Philippe Henry, vice-président de l'Agence Bio :

Je suis agriculteur en Meurthe-et-Moselle sur une exploitation de polyculture-élevage en bio depuis 1997 et, par ailleurs, l'un des vice-présidents de l'Agence Bio. Je siège également à l'Institut national de l'origine et de la qualité (INAO), en charge de l'interprétation française du cahier des charges bio européen.

L'agriculture bio représente aujourd'hui 14 % des agriculteurs français, 2,8 millions d'hectares et un marché alimentaire de 12,5 milliards d'euros. Elle est présente partout sur le territoire. À défaut d'être majoritaire, ce système a connu une croissance extrêmement forte. À l'époque de mon installation, nous devions être une centaine en Lorraine. Nous sommes plus de 1 000 aujourd'hui. Mais aujourd'hui, l'agriculture bio traverse une période un peu plus difficile, en raison notamment d'un contexte de baisse de la consommation alimentaire, qui affecte tant le bio que l'agriculture conventionnelle.

80 % des produits bio consommés en France sont français. J'exclus de ce chiffre les produits exotiques, qui ne sont nécessairement pas produits en France, exception faite de la Martinique et de la Guadeloupe. Nous importons quelques produits bio, mais pas beaucoup. Nous sommes également exportateurs. La filière des vins bio, largement exportatrice, se porte assez bien malgré le contexte actuel de ralentissement.

L'agriculture bio dispose d'un cahier des charges très complet de 300 pages qui a été construit au cours des cinquante dernières années. Ce cahier des charges est aujourd'hui européen. Il précise que l'agriculture bio s'appuie sur les cycles naturels et que son objectif est la protection de l'environnement ; ces deux piliers sont déclinés au fil des articles suivants.

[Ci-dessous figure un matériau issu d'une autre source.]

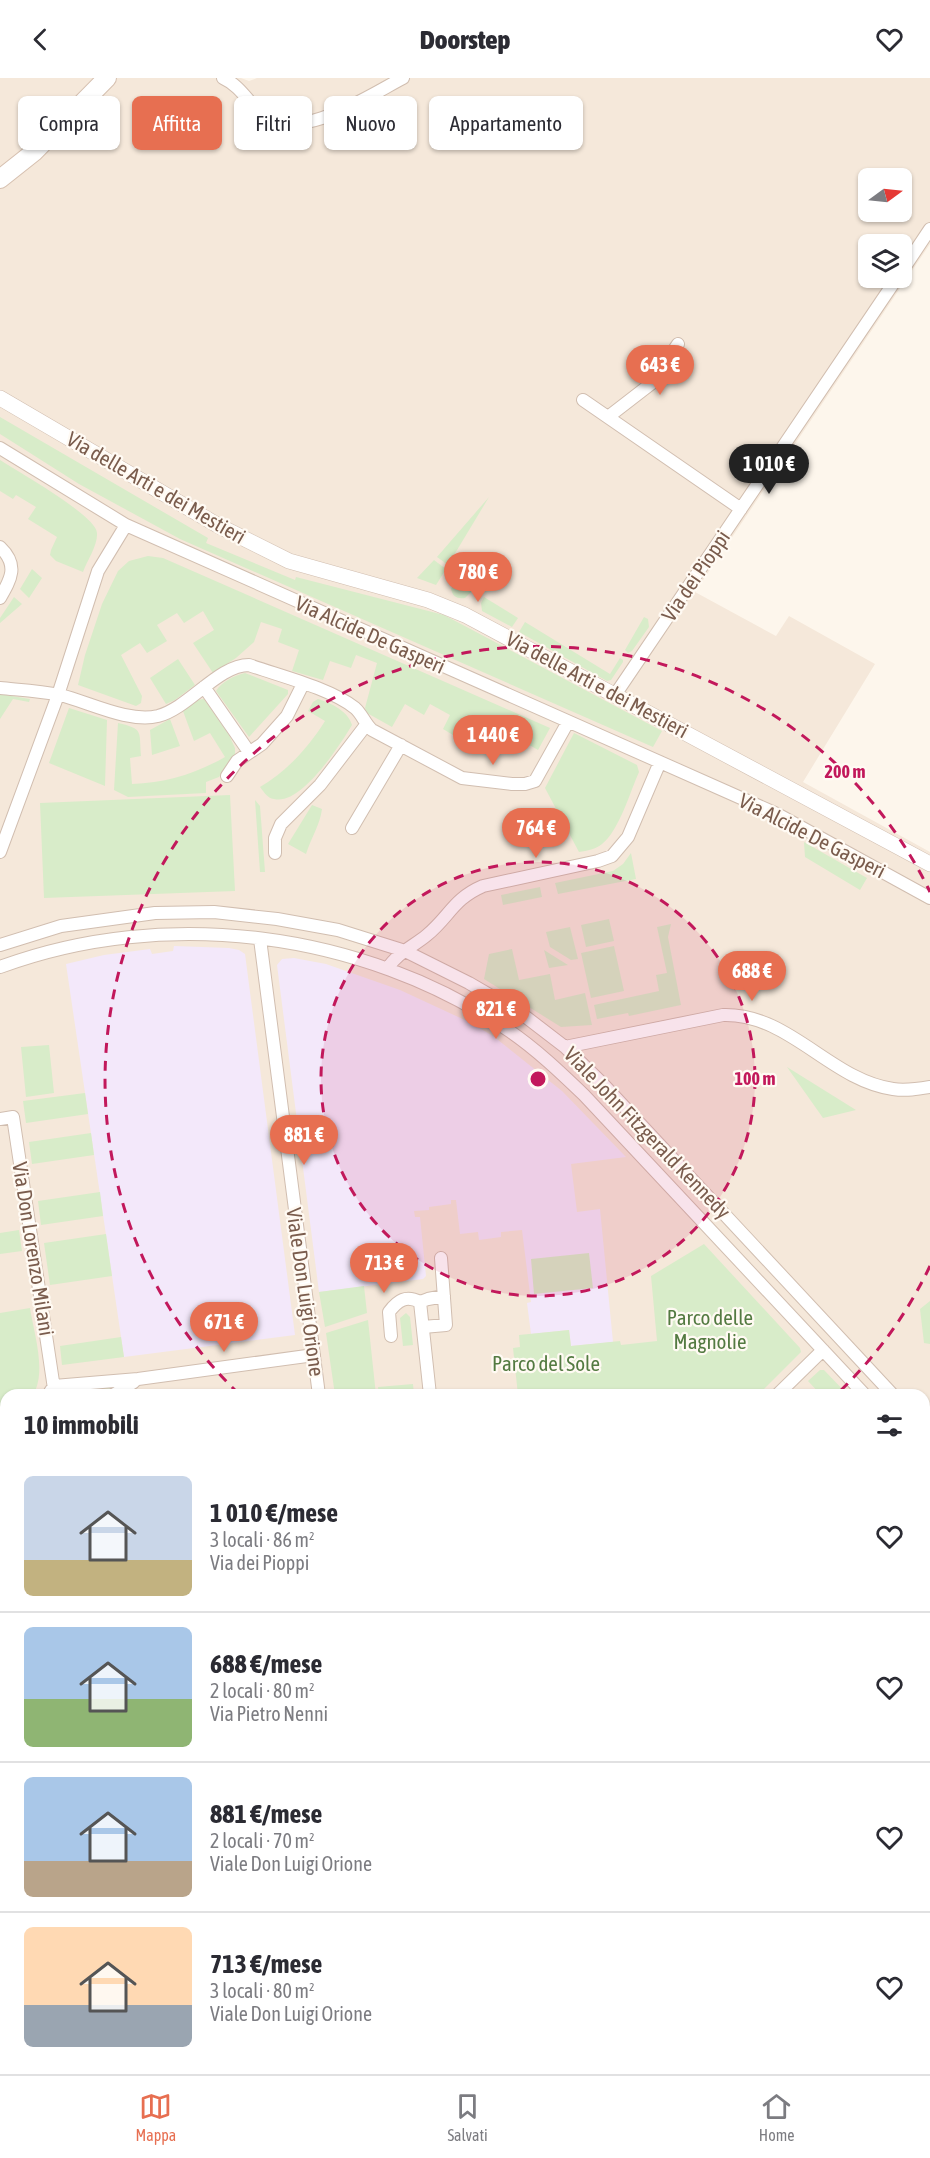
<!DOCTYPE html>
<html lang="it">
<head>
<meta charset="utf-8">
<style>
  :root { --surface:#fff; --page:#f2f2f3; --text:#2b2b33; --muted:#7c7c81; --line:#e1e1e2; --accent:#e76f51 }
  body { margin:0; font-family:"Asap Condensed",sans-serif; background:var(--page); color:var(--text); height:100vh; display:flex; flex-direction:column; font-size:22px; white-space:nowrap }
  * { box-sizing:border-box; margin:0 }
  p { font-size:20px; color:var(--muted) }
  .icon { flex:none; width:33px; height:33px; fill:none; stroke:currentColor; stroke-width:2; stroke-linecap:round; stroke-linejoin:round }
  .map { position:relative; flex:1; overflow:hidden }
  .panel { position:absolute; left:0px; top:1311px; width:930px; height:686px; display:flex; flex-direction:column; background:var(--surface); border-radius:18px 18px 0 0; box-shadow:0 2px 4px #0004 }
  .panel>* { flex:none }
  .top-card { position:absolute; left:18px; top:18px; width:600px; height:54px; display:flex; gap:12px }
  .needle { width:39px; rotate:75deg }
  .buttons { position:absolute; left:858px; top:90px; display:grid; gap:12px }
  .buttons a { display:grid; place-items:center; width:54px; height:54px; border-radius:9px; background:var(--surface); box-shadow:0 2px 4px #0004; font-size:30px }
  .price { position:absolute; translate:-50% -51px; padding:0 14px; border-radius:21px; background:var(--accent); color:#fff; font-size:20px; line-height:39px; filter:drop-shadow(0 2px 3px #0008) }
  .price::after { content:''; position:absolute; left:50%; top:36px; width:18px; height:14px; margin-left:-9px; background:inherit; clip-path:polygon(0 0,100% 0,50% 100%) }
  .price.active { background:#222; color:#fff }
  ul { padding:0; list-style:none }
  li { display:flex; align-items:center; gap:18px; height:150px; padding:0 24px }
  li+li { border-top:2px solid var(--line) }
  li span { display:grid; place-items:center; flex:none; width:168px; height:120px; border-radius:9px; color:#555 }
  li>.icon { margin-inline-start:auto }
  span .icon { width:72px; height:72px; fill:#fffc; stroke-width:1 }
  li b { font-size:26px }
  h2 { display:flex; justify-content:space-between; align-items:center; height:72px; padding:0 24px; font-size:26px }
  .chip { padding:0 21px; border-radius:9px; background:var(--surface); box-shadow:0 2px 4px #0004; font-size:21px; line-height:54px }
  .chip.active { background:var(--accent); color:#fff }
  header { display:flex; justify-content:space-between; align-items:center; height:78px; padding:0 24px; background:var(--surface); font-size:27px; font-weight:800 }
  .menu { display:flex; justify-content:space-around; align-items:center; height:84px; border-top:2px solid var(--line); background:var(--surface); font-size:16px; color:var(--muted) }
  .menu a { display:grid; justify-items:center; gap:3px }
  .menu .active { color:var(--accent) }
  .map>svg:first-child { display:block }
</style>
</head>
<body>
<header><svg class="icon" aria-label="back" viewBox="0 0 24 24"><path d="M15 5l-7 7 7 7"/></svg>Doorstep<svg class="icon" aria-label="heart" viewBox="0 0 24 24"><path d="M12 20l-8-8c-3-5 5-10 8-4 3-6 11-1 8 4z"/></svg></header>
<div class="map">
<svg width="930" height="1996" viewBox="0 0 930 1996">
  <rect width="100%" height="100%" fill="#fdf6ec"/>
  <path fill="#f5e8da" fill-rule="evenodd" d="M0,0H241L249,3L257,0H930V166L695,514L776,558L789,538L875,586L803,704L930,774V1996H0ZM868,100H902V134H868ZM868,166H902V200H868ZM6,1317H924V1990H6Z"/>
  <path fill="#f3e8fa" d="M174,868L229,870L239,872L245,876L295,1257L124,1279L66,886L104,877L150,871L152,876L173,873Z
    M294,880L326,886L400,912L469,944L493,958L562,1013L626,1079L571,1086L577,1134L600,1131L613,1264L571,1268L569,1252L531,1256L527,1225L531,1224L522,1152L501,1154V1159L479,1162L478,1154L460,1156L456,1122H451V1126L429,1129V1132L414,1133L415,1139H420L426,1198L423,1201L319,1214L277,887L282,881Z"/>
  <path fill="#d8ecc9" d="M0,339L208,460L206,465L295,502L296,499L444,537L662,653L653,669L180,461L79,406L0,356Z
    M0,382C17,393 97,438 97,455C98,467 87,483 83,494L56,483L50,477L51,472L57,459L28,441L36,429L16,417L13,421L0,413Z
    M489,419L448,487L437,479Z
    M148,478L163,480L550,650L538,672L519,661L512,672L492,660L489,664L469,653L463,663L443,651L450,637L430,626L424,637L405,626L392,649L367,635L365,630L377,585L356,577L351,590L330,583L323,602L292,593L299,572L278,564L282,551L261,544L254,564L236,580L213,595L193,565L214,552L203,533L184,545L177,535L157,547L167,563L147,575L140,565L121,577L142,618L141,625L136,628L78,607L85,577L102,526L118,493L129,483Z
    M434,482L446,491L436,507L417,500Z
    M32,491L42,500L29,520L20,511Z
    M456,501L473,512L465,520C457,521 453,519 451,511Z
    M14,519L22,526L0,545V540Z
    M484,519L518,540L512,549L482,533L481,525Z
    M644,539L648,541L649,549L632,573L628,575L625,572Z
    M525,544L610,596L620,580L623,582V584L611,602L607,603L519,554Z
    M178,581L195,607L175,622L166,626L150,600Z
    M245,595L288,612V616L249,659L216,613C221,604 235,597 245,595Z
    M0,616L30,621L29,624L13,621L0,641Z
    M204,621L229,657L235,670V676L219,699L206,704V715L128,719L114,712L118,645C144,651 139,653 141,678L130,680L132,706C166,705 195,696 225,679L210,655L194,663L183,633L197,622Z
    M318,621C331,625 348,633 352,647C340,667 301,728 274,721C267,720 264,714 260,709C287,693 308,670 325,643L308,633L313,624Z
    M69,630L107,642L105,708L49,685Z
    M170,641L180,668L152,677L150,652Z
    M574,655L637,687L639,694C630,714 619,753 602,766C596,771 587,773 579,774L545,710Z
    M230,717L235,813L44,820L40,725Z
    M255,722L260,728L265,794H260Z
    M312,727L322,731C320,747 311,760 306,776L288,766Z
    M804,764L867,800L860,812L805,779Z
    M631,775L636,801L558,816L555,805L613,793L623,786Z
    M540,809L542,819L503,827L501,817Z
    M609,841L614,863L586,869L581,847Z
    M671,846L668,859L681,927L629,938L628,935L597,941L594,927L659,913L656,897L667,895L657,849Z
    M570,849L578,881L571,882L550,869L546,854Z
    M614,868L624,913L591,920L581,875Z
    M512,871L519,902L550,896L555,922L585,915L592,947L561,949L484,901L489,876Z
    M544,872L568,887L549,890Z
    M49,967L54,1015L26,1019L21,969Z
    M787,989L856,1032L823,1040Z
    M85,1015L88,1036L26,1045L23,1023Z
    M91,1055L94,1077L32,1086L29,1064Z
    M100,1114L103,1138L41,1147L38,1123Z
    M19,1152L22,1173L0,1176V1155Z
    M106,1156L112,1198L50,1207L44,1165Z
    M704,1166L800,1270L801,1274L758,1317H518L513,1270L520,1269L519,1257L569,1252L571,1268L620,1263L621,1267L657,1263L651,1198Z
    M589,1175L593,1210L534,1216L531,1181Z
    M364,1208L367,1235L325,1249L319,1214Z
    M930,1223V1266L924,1265L920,1231Z
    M30,1230C34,1256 47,1294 33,1317H6V1334L0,1331V1235Z
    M406,1235L410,1239L413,1267L403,1268L400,1240Z
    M368,1242L376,1317H335L326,1255Z
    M121,1259L124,1279L62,1287L60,1268Z
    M820,1292H824L848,1317H821L808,1303Z
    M413,1306L414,1317H379L378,1309Z
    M114,1308L100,1317H70L69,1313Z
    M930,1421V1497H924V1422Z
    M0,1443L6,1446V1475L0,1472Z
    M930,1749V1854L924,1851V1775Z
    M520,1991V1990L692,1991L690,1996H521Z"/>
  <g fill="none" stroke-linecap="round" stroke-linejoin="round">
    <defs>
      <path id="minor" d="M223,0C241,8 249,26 263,37C298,66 370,17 403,0
        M902,193L930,151
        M583,322L741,431
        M608,339L652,305L678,266
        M0,370L126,447
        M0,469C19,487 11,501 0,520
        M204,609L249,674
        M0,610C20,612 40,613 60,617C89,624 128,645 158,638C189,630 218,587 249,587C280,598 330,610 355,630C362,636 365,646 372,652L462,700L512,706H525L535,703L568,644
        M615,617L897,200
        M227,698L237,683L262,666L287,638L303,606
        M352,750L401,667
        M0,774L58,617L98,493L126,447L777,736L930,820
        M275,775V760L281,746L320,707L366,647
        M260,861L319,1317
        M0,867L61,848L155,835L214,834L277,841L338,852L405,873L469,905L522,936L565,969L603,1006L893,1317
        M0,889C165,828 362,853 508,952C536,971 560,994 584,1017L865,1317
        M388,890C397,875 414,868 427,857C450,838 453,821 483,808L598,783L612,778L628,759L660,684
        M565,969L723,937C789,935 830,1002 893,1011C906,1013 918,1011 930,1009
        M0,1041L13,1039L55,1317
        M420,1224L430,1317
        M423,1249L446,1247L441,1180
        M391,1258L389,1234C398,1222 406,1217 420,1224L428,1221L444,1218
        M50,1314L54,1308L138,1301L314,1277
        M113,1317L134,1304
        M777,1317L823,1272
        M0,1344L6,1343
        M924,1350L930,1357
        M0,1352L6,1355
        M924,1380L930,1386
        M924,1701L930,1673
        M0,1815L6,1818"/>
      <path id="tertiary" d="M0,320L219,448L289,483L428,522L465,537L930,786
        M0,1570L6,1573
        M0,1600L6,1603
        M507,1990V1996
        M918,1990L928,1996
        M747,1996L759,1990"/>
      <path id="secondary" d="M0,101L34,74L107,0"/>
    </defs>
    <use href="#minor" stroke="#d1beb0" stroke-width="14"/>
    <use href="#tertiary" stroke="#d1beb0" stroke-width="16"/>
    <use href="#secondary" stroke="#d6c0b0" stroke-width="20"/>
    <use href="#minor" stroke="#fff" stroke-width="12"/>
    <use href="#tertiary" stroke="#fff" stroke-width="15"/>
    <use href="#secondary" stroke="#fff" stroke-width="18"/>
  </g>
  <circle cx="538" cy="1001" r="217" fill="#c2185b" fill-opacity=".12"/>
  <g fill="none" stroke="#c2185b" stroke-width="3" stroke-dasharray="10 8">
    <circle cx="538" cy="1001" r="217"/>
    <path d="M930 1188A434 434 0 0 1 837 1316M239 1316A434 434 0 1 1 930 814"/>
  </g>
  <g text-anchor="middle" stroke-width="4.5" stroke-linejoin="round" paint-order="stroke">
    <g font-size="21" fill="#7a5c4d" stroke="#fffaf3">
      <text transform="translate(156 410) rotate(30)" y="7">Via delle Arti e dei Mestieri</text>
      <text transform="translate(696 498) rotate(-56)" y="7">Via dei Pioppi</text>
      <text transform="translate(370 557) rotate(24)" y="7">Via Alcide De Gasperi</text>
      <text transform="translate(597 607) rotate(28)" y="7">Via delle Arti e dei Mestieri</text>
      <text transform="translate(812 758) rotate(27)" y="7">Via Alcide De Gasperi</text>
      <text transform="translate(647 1055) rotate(46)" y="7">Viale John Fitzgerald Kennedy</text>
      <text transform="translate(33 1171) rotate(81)" y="7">Via Don Lorenzo Milani</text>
      <text transform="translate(305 1214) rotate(82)" y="7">Viale Don Luigi Orione</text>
    </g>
    <g font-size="21" fill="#537a41" stroke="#fffaf3">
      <text x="710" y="1247">Parco delle<tspan x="710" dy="24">Magnolie</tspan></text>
      <text x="546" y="1293">Parco del Sole</text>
    </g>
  </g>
  <circle cx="538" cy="1001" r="9" fill="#c2185b" stroke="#fffaf3" stroke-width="3"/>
  <g font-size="18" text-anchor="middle" font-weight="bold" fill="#c2185b" stroke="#fffaf3" stroke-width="4.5" stroke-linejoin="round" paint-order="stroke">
    <text x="845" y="700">200 m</text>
    <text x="755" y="1007">100 m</text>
  </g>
</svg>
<div class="buttons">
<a><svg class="needle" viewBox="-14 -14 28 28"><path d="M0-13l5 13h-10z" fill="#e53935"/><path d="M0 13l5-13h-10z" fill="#7c7c81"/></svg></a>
<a><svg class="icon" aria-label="layers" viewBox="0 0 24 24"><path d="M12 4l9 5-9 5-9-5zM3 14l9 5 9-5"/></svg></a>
</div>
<b class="price" style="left:660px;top:318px">643 €</b>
<b class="price active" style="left:769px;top:417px">1 010 €</b>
<b class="price" style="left:478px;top:525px">780 €</b>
<b class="price" style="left:493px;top:688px">1 440 €</b>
<b class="price" style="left:536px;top:781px">764 €</b>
<b class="price" style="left:752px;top:924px">688 €</b>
<b class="price" style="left:496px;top:962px">821 €</b>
<b class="price" style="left:304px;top:1088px">881 €</b>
<b class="price" style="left:384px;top:1216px">713 €</b>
<b class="price" style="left:224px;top:1275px">671 €</b>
<div class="top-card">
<a class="chip">Compra</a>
<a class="chip active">Affitta</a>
<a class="chip">Filtri</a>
<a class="chip">Nuovo</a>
<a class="chip">Appartamento</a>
</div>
<section class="panel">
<h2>10 immobili<svg class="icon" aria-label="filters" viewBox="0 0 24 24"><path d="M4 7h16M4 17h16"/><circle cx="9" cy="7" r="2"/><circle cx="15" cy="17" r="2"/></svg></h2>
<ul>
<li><span style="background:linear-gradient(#c9d6e8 70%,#c2b280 0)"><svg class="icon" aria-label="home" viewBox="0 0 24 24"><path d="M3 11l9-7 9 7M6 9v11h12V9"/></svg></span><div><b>1 010 €/mese</b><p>3 locali · 86 m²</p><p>Via dei Pioppi</p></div><svg class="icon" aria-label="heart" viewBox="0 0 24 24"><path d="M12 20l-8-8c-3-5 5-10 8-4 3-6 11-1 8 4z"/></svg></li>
<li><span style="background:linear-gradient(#a9c7e8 60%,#8fb573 0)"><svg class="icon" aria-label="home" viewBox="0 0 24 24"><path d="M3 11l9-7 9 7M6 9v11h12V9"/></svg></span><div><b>688 €/mese</b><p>2 locali · 80 m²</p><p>Via Pietro Nenni</p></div><svg class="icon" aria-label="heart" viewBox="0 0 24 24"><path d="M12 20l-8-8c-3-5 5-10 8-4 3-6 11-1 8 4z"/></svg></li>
<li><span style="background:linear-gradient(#a9c7e8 70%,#b9a48a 0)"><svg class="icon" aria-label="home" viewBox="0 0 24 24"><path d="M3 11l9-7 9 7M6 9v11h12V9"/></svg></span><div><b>881 €/mese</b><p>2 locali · 70 m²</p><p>Viale Don Luigi Orione</p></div><svg class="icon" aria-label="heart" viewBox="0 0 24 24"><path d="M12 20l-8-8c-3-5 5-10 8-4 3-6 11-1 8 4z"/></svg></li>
<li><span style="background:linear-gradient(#ffd9b3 65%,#9aa5b1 0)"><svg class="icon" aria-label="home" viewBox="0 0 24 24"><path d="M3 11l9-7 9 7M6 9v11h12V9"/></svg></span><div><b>713 €/mese</b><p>3 locali · 80 m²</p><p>Viale Don Luigi Orione</p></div><svg class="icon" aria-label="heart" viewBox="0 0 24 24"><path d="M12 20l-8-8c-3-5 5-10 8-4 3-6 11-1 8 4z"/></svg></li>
</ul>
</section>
</div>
<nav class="menu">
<a class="active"><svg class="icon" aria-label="map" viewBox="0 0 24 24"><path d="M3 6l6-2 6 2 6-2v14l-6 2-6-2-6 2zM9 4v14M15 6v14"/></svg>Mappa</a>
<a><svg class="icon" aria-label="saved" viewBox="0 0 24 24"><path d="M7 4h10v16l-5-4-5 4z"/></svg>Salvati</a>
<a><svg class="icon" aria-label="home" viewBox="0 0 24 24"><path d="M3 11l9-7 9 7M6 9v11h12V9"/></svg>Home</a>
</nav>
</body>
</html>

Nous utilisons en bio un certain nombre de produits de protection des cultures, mais c'est assez limité. Ils sont précisés à l'annexe 1 du règlement européen. Parmi les quelque 400 produits communément utilisés dans l'agriculture en général, seuls une cinquantaine – parmi les moins agressifs – sont autorisés en bio. Nous connaissons tous des produits tels que le cuivre, le soufre et le vinaigre blanc.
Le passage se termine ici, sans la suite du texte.